The double curse of caste and gender, overpowered by deep-rooted patriarchy, brought her many dark and depressing days. While she suffered at home, she chose to give more sweat and blood to the movement outside. She was well accepted by the masses but rejected by her own husband.
Ambedkarite at heart
Kausalya was an aware citizen, and she took it as her duty to spread awareness among others as well. For this reason, she translated various essays and articles from Marathi to Hindi. She introduced Hindi readers to the work of activist Urmila Pawar through her translations. She also introduced her readers to personalities such as Jai Bai Chaudhary and Mukta Bai. She wrote about untouchability and its bane. Long after many translations and original works, she came up with her autobiography that became a landmark in Hindi literature. Even though she is limited to and termed a ‘Dalit writer’ by most mainstream newspapers, publishers and media houses, I can’t blame them because I am quite sure that they have never even taken the small step to read her work.
Her work is not just a piece of literature and composition of words but the collective voice of a huge chunk of the most marginalised citizens of India – Dalit women. Even though she was educated in Marathi, Kausalya chose to write her story in Hindi because she wanted it to reach the Hindi-speaking geographical belt as well, where Brahminical patriarchy is deeply rooted in every community across caste, class, and religion.
“Other women too must have had experiences like mine but fearing society and their families they are scared of making their stories public and live their whole lives in suffocation. It is important for these stories to come forward in order to open society’s eyes.” Kausalya wrote.
Her work was not just limited to writing. She was an inspiration for women. She mobilised many women from the Mahila Jagriti Parishad and became the voice for their issues.
Kausalya began her activism by organising Dalit women by inviting her friends and acquaintances from the community to her home in Delhi. There was no organisation to voice the grievances of the Dalit women in the city, so she took the charge of building one. Their organisation had no name at first. It was like a family picnic every second Saturday, but as the members grew in number, they structured the organisation and named it ‘Mahila Samta Samaj’. Soon pamphlets were printed and distributed in various localities.
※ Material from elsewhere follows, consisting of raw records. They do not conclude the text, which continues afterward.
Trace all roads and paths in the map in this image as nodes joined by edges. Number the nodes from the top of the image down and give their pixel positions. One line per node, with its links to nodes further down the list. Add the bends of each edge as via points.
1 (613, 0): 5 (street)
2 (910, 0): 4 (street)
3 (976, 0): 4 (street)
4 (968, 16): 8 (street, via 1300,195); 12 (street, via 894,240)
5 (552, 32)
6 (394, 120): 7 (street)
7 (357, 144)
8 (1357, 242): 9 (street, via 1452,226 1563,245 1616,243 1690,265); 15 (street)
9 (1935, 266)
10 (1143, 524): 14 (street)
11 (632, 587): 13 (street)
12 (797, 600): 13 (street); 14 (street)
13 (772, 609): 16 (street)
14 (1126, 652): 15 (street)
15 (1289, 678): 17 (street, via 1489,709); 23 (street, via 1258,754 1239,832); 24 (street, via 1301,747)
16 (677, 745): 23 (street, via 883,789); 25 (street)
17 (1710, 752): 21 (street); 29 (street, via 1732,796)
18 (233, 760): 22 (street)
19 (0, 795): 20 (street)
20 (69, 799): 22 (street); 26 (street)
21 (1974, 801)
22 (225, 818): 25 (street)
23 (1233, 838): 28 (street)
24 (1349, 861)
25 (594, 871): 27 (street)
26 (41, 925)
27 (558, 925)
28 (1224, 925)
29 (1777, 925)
It was her determination and continuous hard work that made her organisation worth recognition not only in Delhi but also pan-India. Kausalya became the first representative of Dalit women in Delhi and reached a point where she personally pointed out the grievances of Dalit women to then President of India, Giani Zail Singh.
She worked tirelessly for gender equality and paid special attention to the issues of Dalit women. Kausalya struggled for most of her life and yet she was able to rise to a position where she became the voice of the masses.
Kausalya Baisantri was a true Ambedkarite because she practised Ambedkarism from her heart. She followed the principle of ‘Educate, Agitate, Organise’ given by Dr Ambedkar and made huge contributions to the Indian feminist movement and Dalit movement. Her life proves that just reading Ambedkar is not enough, or just rising to a position in your career is not enough; one has to practise Ambedkar to become a true Ambedkarite and keep the fire of the movement ignited.
The author is a Delhi-based independent illustrator, visual designer, storyteller, educator and Ambedkarite. Views are personal.